“All the world’s a stage…” – Jacques in As You Like It, by William Shakespeare
As I prepared last Friday night to enjoy my first experience with Singarama, a wildly popular campus tradition that showcases large numbers of ultra-gifted Lipscomb University students, I was mesmerized by the stage lights illuminating the auditorium in celestial royal blue. We in the audience instinctively knew that the lights were simply teasing us. Before long, they would disappear completely, only to explode again and dazzle us with the glittering magic of brightly-costumed performers singing and dancing and delivering a delightful evening of entertainment.
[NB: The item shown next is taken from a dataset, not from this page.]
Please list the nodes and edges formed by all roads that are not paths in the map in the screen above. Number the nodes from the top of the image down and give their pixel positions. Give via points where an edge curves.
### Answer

It is a different experience for those on stage. Blinded by the light, they must remain focused in ironic, light-flooded darkness, remembering the steps, remembering the lyrics, remembering to smile. It is a rush of a different kind, one that arrives by hard work, nerves, adrenaline, and execution. In the end we are all happy, but none more so than those who stepped up and delivered in the spotlight.
I also considered this earlier in the week sitting in the famed Madison Square Garden, the self-described most famous arena in the world, watching another set of college students put on a show in front of a crowd under the bright lights. This time it was athletic talent and a live national television audience, but it necessarily involved the same light-flooded darkness, the same adrenaline, and the same task to focus on what had been practiced over and over.
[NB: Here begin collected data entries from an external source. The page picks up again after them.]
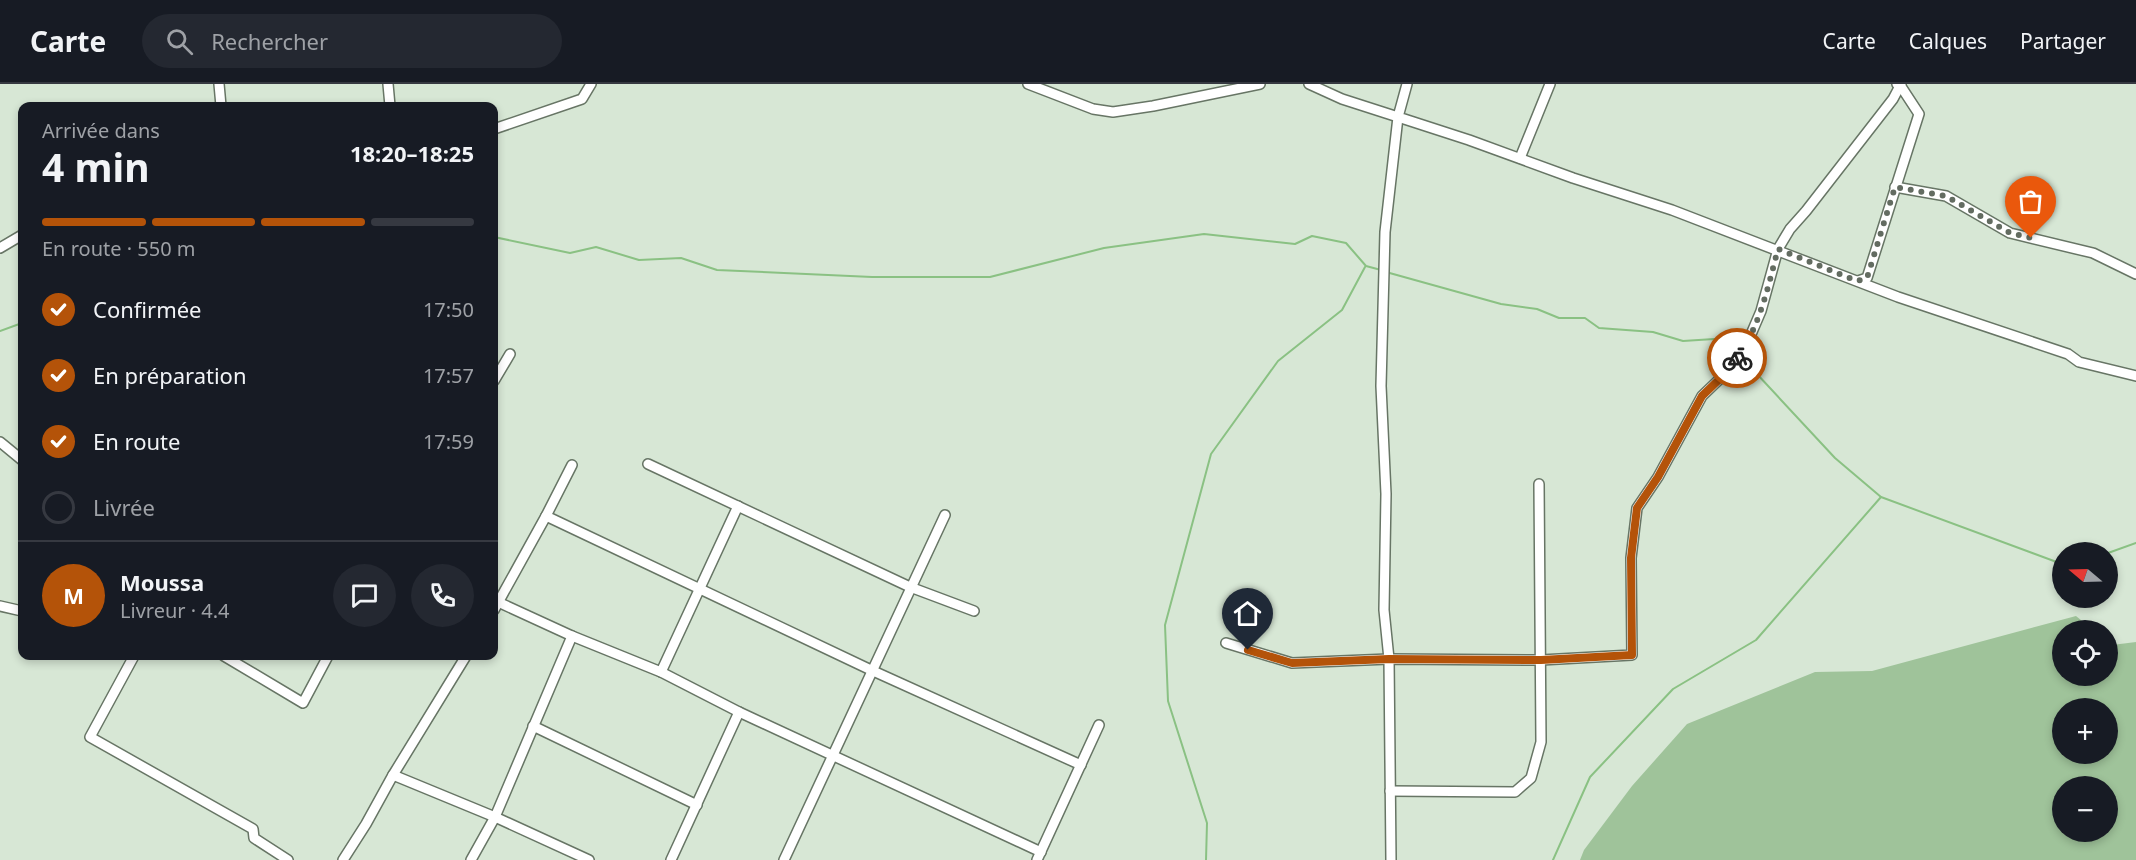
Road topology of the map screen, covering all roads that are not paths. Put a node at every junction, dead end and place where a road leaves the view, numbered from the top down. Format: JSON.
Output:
{"nodes":[{"id":1,"x":219,"y":84,"type":"edge"},
{"id":2,"x":387,"y":84,"type":"edge"},
{"id":3,"x":591,"y":84,"type":"edge"},
{"id":4,"x":1028,"y":84,"type":"edge"},
{"id":5,"x":1260,"y":84,"type":"edge"},
{"id":6,"x":1309,"y":84,"type":"edge"},
{"id":7,"x":1407,"y":84,"type":"edge"},
{"id":8,"x":1550,"y":84,"type":"edge"},
{"id":9,"x":1899,"y":84,"type":"edge"},
{"id":10,"x":221,"y":102,"type":"edge"},
{"id":11,"x":389,"y":102,"type":"edge"},
{"id":12,"x":1398,"y":117,"type":"junction"},
{"id":13,"x":498,"y":128,"type":"edge"},
{"id":14,"x":1520,"y":158,"type":"junction"},
{"id":15,"x":1895,"y":187,"type":"junction"},
{"id":16,"x":18,"y":237,"type":"edge"},
{"id":17,"x":0,"y":248,"type":"edge"},
{"id":18,"x":1778,"y":249,"type":"junction"},
{"id":19,"x":2136,"y":274,"type":"edge"},
{"id":20,"x":1857,"y":281,"type":"junction"},
{"id":21,"x":510,"y":354,"type":"dead end"},
{"id":22,"x":498,"y":374,"type":"edge"},
{"id":23,"x":2136,"y":376,"type":"edge"},
{"id":24,"x":0,"y":442,"type":"edge"},
{"id":25,"x":18,"y":457,"type":"edge"},
{"id":26,"x":648,"y":464,"type":"dead end"},
{"id":27,"x":572,"y":465,"type":"dead end"},
{"id":28,"x":1539,"y":483,"type":"dead end"},
{"id":29,"x":738,"y":506,"type":"junction"},
{"id":30,"x":945,"y":515,"type":"dead end"},
{"id":31,"x":546,"y":516,"type":"junction"},
{"id":32,"x":910,"y":587,"type":"junction"},
{"id":33,"x":699,"y":589,"type":"junction"},
{"id":34,"x":498,"y":602,"type":"edge"},
{"id":35,"x":0,"y":606,"type":"edge"},
{"id":36,"x":498,"y":607,"type":"edge"},
{"id":37,"x":18,"y":610,"type":"edge"},
{"id":38,"x":974,"y":611,"type":"dead end"},
{"id":39,"x":572,"y":636,"type":"junction"},
{"id":40,"x":1226,"y":643,"type":"dead end"},
{"id":41,"x":1389,"y":659,"type":"junction"},
{"id":42,"x":132,"y":660,"type":"edge"},
{"id":43,"x":231,"y":660,"type":"edge"},
{"id":44,"x":326,"y":660,"type":"edge"},
{"id":45,"x":464,"y":660,"type":"edge"},
{"id":46,"x":1541,"y":660,"type":"junction"},
{"id":47,"x":871,"y":670,"type":"junction"},
{"id":48,"x":661,"y":672,"type":"junction"},
{"id":49,"x":739,"y":712,"type":"junction"},
{"id":50,"x":1099,"y":724,"type":"dead end"},
{"id":51,"x":533,"y":726,"type":"junction"},
{"id":52,"x":832,"y":755,"type":"junction"},
{"id":53,"x":1081,"y":765,"type":"junction"},
{"id":54,"x":393,"y":775,"type":"junction"},
{"id":55,"x":1390,"y":791,"type":"junction"},
{"id":56,"x":697,"y":805,"type":"junction"},
{"id":57,"x":495,"y":817,"type":"junction"},
{"id":58,"x":1039,"y":856,"type":"edge"},
{"id":59,"x":288,"y":860,"type":"edge"},
{"id":60,"x":344,"y":860,"type":"edge"},
{"id":61,"x":471,"y":860,"type":"edge"},
{"id":62,"x":589,"y":860,"type":"edge"},
{"id":63,"x":671,"y":860,"type":"edge"},
{"id":64,"x":784,"y":860,"type":"edge"},
{"id":65,"x":1391,"y":860,"type":"edge"}],
"edges":[{"from":1,"to":10,"type":"street"},
{"from":2,"to":11,"type":"street"},
{"from":3,"to":13,"type":"street"},
{"from":4,"to":5,"type":"street"},
{"from":6,"to":12,"type":"street"},
{"from":7,"to":12,"type":"street"},
{"from":8,"to":14,"type":"street"},
{"from":9,"to":15,"type":"street"},
{"from":9,"to":18,"type":"street"},
{"from":12,"to":14,"type":"street"},
{"from":12,"to":41,"type":"street"},
{"from":14,"to":18,"type":"street"},
{"from":15,"to":19,"type":"street"},
{"from":15,"to":20,"type":"street"},
{"from":16,"to":17,"type":"street"},
{"from":18,"to":20,"type":"street"},
{"from":18,"to":46,"type":"street"},
{"from":20,"to":23,"type":"street"},
{"from":21,"to":22,"type":"street"},
{"from":24,"to":25,"type":"street"},
{"from":26,"to":29,"type":"street"},
{"from":27,"to":31,"type":"street"},
{"from":28,"to":46,"type":"street"},
{"from":29,"to":32,"type":"street"},
{"from":29,"to":33,"type":"street"},
{"from":30,"to":32,"type":"street"},
{"from":31,"to":33,"type":"street"},
{"from":31,"to":34,"type":"street"},
{"from":32,"to":38,"type":"street"},
{"from":32,"to":47,"type":"street"},
{"from":33,"to":47,"type":"street"},
{"from":33,"to":48,"type":"street"},
{"from":35,"to":37,"type":"street"},
{"from":36,"to":39,"type":"street"},
{"from":39,"to":48,"type":"street"},
{"from":39,"to":51,"type":"street"},
{"from":40,"to":41,"type":"street"},
{"from":41,"to":46,"type":"street"},
{"from":41,"to":55,"type":"street"},
{"from":42,"to":59,"type":"street"},
{"from":43,"to":44,"type":"street"},
{"from":45,"to":54,"type":"street"},
{"from":46,"to":55,"type":"street"},
{"from":47,"to":52,"type":"street"},
{"from":47,"to":53,"type":"street"},
{"from":48,"to":49,"type":"street"},
{"from":49,"to":52,"type":"street"},
{"from":49,"to":56,"type":"street"},
{"from":50,"to":53,"type":"street"},
{"from":51,"to":56,"type":"street"},
{"from":51,"to":57,"type":"street"},
{"from":52,"to":58,"type":"street"},
{"from":52,"to":64,"type":"street"},
{"from":53,"to":58,"type":"street"},
{"from":54,"to":57,"type":"street"},
{"from":54,"to":60,"type":"street"},
{"from":55,"to":65,"type":"street"},
{"from":56,"to":63,"type":"street"},
{"from":57,"to":61,"type":"street"},
{"from":57,"to":62,"type":"street"}]}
It was a pleasure on both occasions to watch students stand and deliver under the bright lights.
Some seem to crave the spotlight, while others avoid it. There are reasons to be wary of the spotlight, but others to embrace it. It is simultaneously compelling and terrifying. And some who crave the spotlight never receive it, and others who avoid it who find it thrust upon them.
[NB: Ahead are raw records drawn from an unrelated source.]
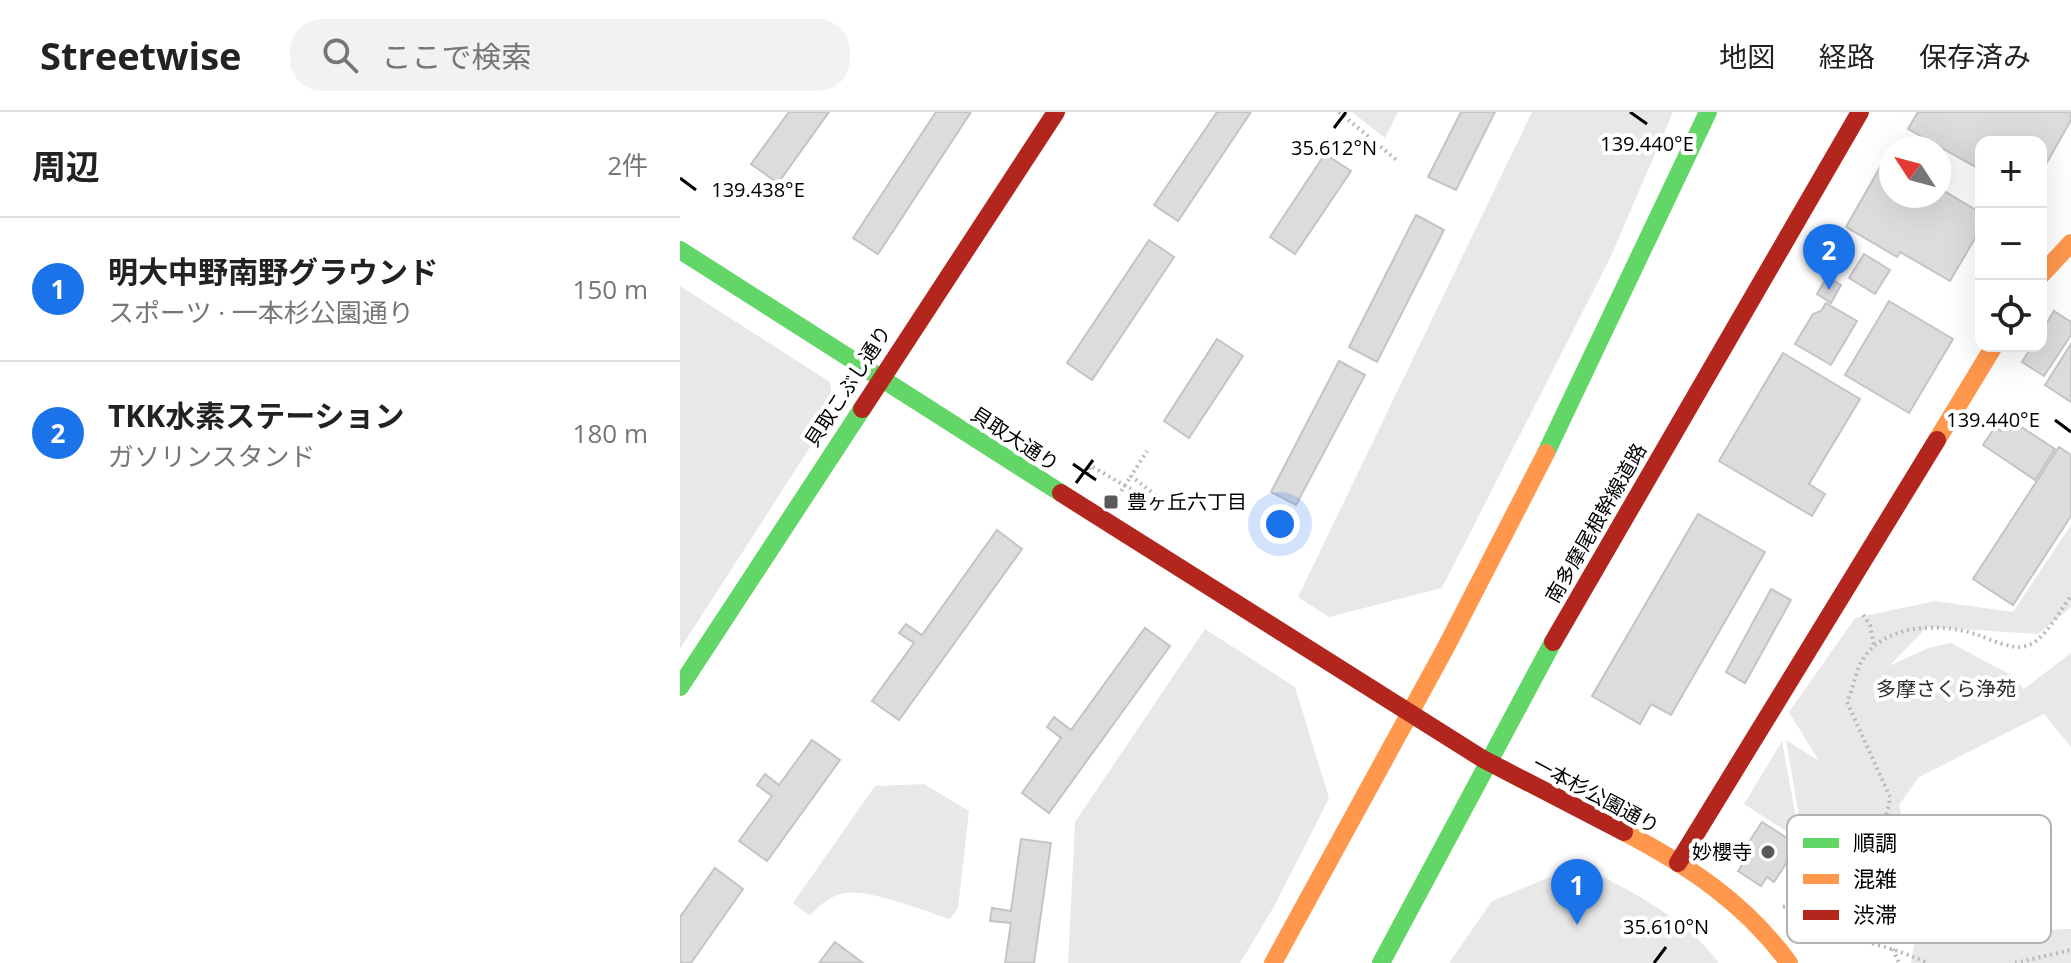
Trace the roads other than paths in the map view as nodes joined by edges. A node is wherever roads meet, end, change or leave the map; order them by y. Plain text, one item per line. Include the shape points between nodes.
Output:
1 (1056, 112) edge
2 (1708, 112) edge
3 (1860, 112) edge
4 (2071, 243) edge
5 (680, 250) edge
6 (2047, 269) edge
7 (1990, 352) edge
8 (880, 377) junction
9 (680, 687) edge
10 (1410, 714) junction
11 (1488, 762) junction
12 (1678, 863) junction
13 (1786, 959) edge
14 (1273, 963) edge
15 (1381, 963) edge

1 - 8 main road, 貝取こぶし通り
2 - 10 main road via 1594,363
3 - 11 main road, 南多摩尾根幹線道路
4 - 6 main road
5 - 8 main road, 貝取大通り
7 - 12 main road
8 - 9 main road, 貝取こぶし通り
8 - 10 main road, 貝取大通り
10 - 11 main road, 貝取大通り
10 - 14 main road
11 - 12 main road, 一本杉公園通り
11 - 15 main road, 南多摩尾根幹線道路
12 - 13 main road, 一本杉公園通り via 1732,898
It isn’t a bad metaphor for life, as might have occurred to Shakespeare.
So how does one respond to an impending moment on life’s stage under the bright lights? Discipline. Preparation. Courage. Persistence. Hard work. Good habits. Resilience. Endurance.
And maybe most important of all, an active imagination that envisions in faith that glorious and transcendent moment when you have done your part and the curtain falls or the buzzer sounds—in the spotlight.